• [Records for the exercise]
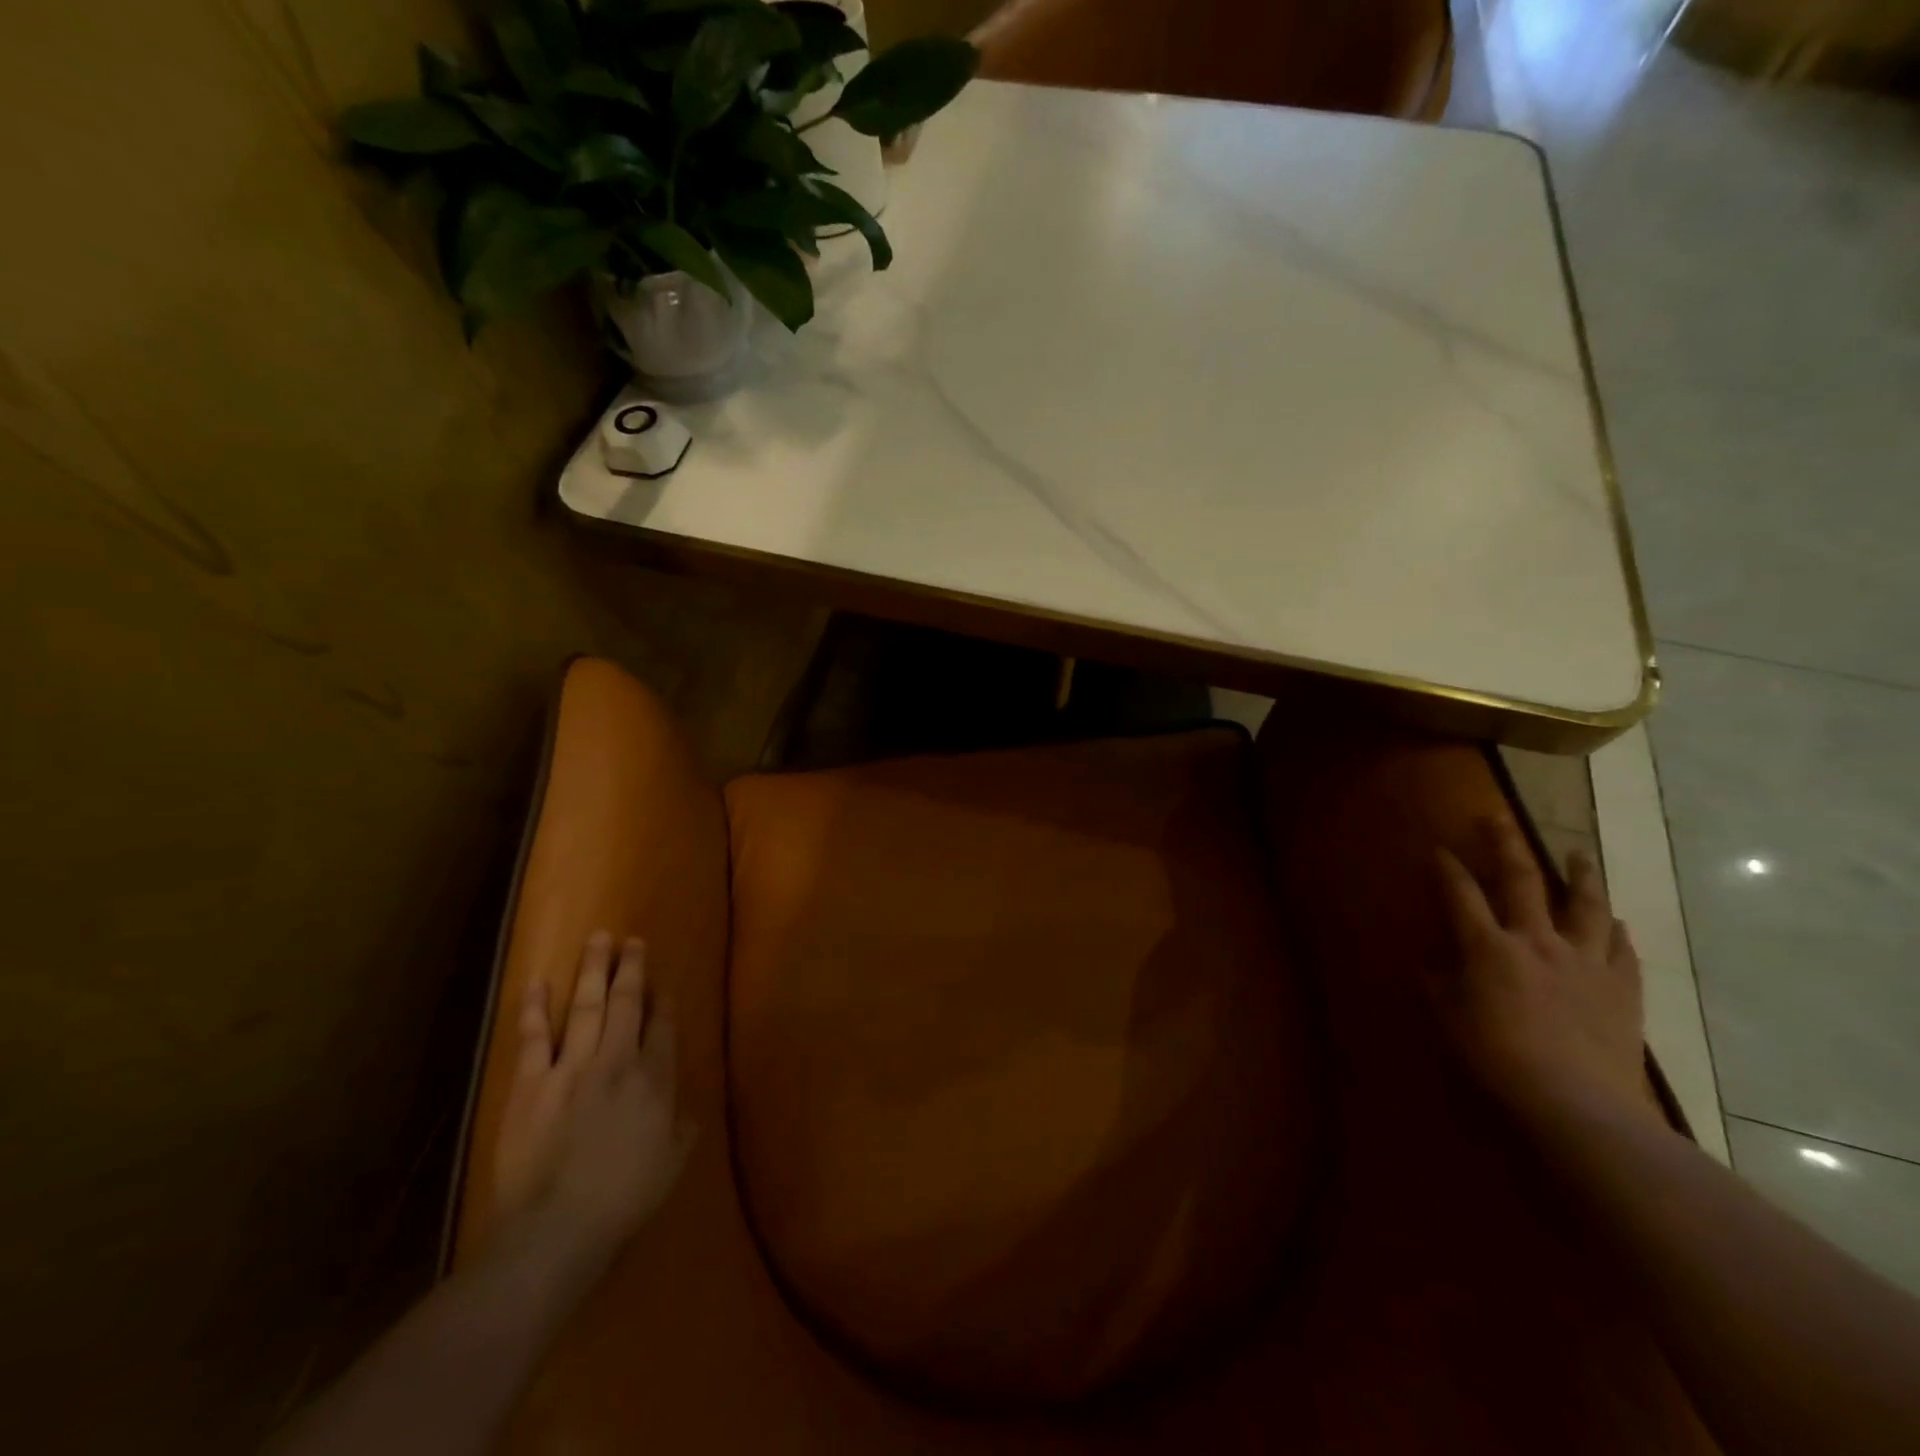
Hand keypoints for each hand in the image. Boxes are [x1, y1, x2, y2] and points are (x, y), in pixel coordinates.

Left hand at [492, 933, 690, 1270]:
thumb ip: (682, 1130)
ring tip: (599, 939)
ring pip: (587, 1007)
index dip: (664, 1003)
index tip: (663, 983)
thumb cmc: (625, 1199)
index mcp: (654, 1081)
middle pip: (627, 1004)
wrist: (558, 1227)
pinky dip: (535, 1008)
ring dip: (593, 970)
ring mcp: (572, 1068)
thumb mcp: (672, 1164)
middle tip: (634, 940)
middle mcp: (617, 1061)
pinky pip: (533, 1038)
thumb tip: (687, 1110)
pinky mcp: (530, 1084)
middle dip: (632, 969)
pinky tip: (539, 981)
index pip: (664, 1029)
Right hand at [1430, 820, 1656, 1132]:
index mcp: (1489, 946)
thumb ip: (1440, 984)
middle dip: (1506, 844)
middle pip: (1522, 879)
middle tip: (1498, 819)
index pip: (1461, 894)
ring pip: (1586, 905)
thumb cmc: (1498, 1056)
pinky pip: (1622, 949)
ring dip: (1581, 875)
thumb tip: (1435, 965)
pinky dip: (1615, 930)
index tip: (1438, 850)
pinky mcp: (1622, 986)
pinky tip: (1615, 923)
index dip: (1447, 869)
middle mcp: (1537, 940)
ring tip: (1579, 855)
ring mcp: (1585, 960)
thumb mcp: (1450, 1017)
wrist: (1576, 1100)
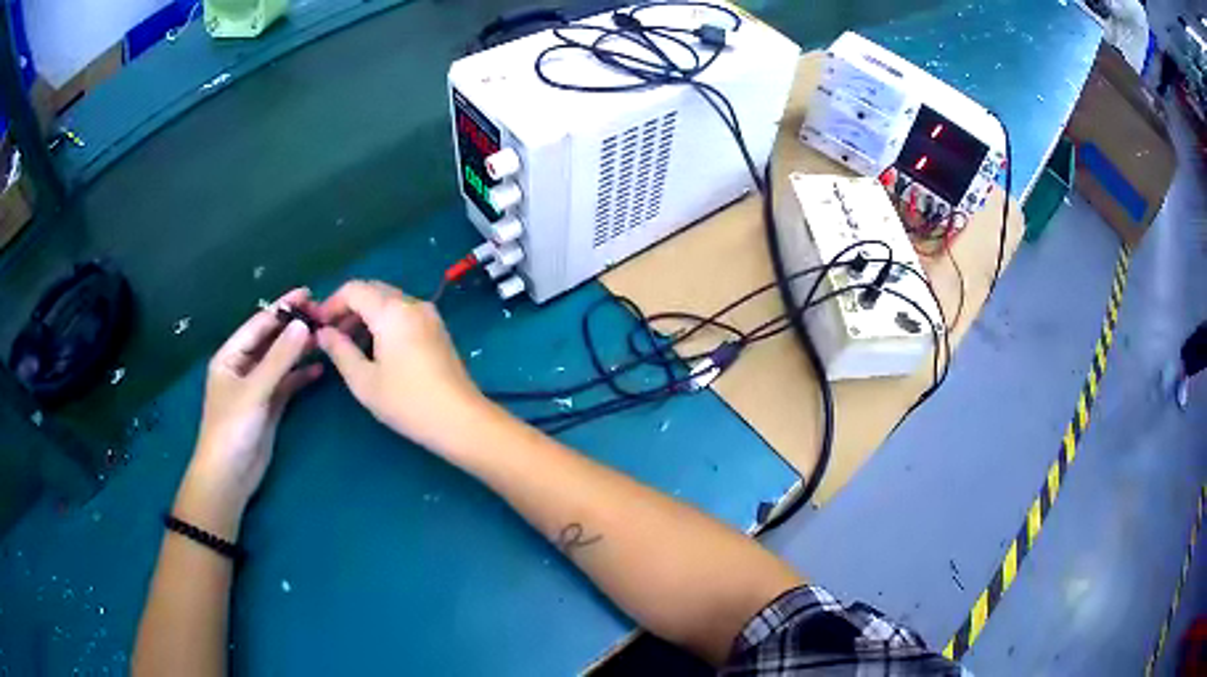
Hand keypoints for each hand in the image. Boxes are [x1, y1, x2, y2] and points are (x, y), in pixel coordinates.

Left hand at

• [Instructions to follow] Provide an exact copy of the records, excluding every picture.

• [Output of the exercise]
Hand keypoints for each hand in the image. Boxes are [x1, y1, x2, y2] and points are (x, y), in pixel coordinates.

Left hand at [492, 933, 690, 1270]:
thumb ip: (682, 1130)
ring tip: (599, 939)
ring pip: (587, 1007)
index dip: (664, 1003)
index tip: (663, 983)
thumb cmc: (625, 1199)
index mcp: (654, 1081)
middle pip: (627, 1004)
wrist: (558, 1227)
pinky dip: (535, 1008)
ring dip: (593, 970)
ring mcp: (572, 1068)
thumb mcp: (672, 1164)
middle tip: (634, 940)
middle mcp: (617, 1061)
pinky pip: (533, 1038)
thumb tip: (687, 1110)
pinky mcp: (530, 1084)
middle dip: (632, 969)
pinky tip: (539, 981)
index pip: (664, 1029)
Right hand at [1430, 820, 1656, 1132]:
index mcp: (1489, 946)
thumb ip: (1440, 984)
middle dip: (1506, 844)
middle pip: (1522, 879)
middle tip: (1498, 819)
index pip: (1461, 894)
ring pip: (1586, 905)
thumb cmc: (1498, 1056)
pinky pip: (1622, 949)
ring dip: (1581, 875)
thumb tip: (1435, 965)
pinky dip: (1615, 930)
index tip: (1438, 850)
pinky mcp: (1622, 986)
pinky tip: (1615, 923)
index dip: (1447, 869)
middle mcp: (1537, 940)
ring tip: (1579, 855)
ring mcp: (1585, 960)
thumb mcp: (1450, 1017)
wrist: (1576, 1100)
Hand keypoints for each hand in the image. Boxes are [x1, y1, x2, y2] and points are (x, y), in pixel coordinates.

Left hand at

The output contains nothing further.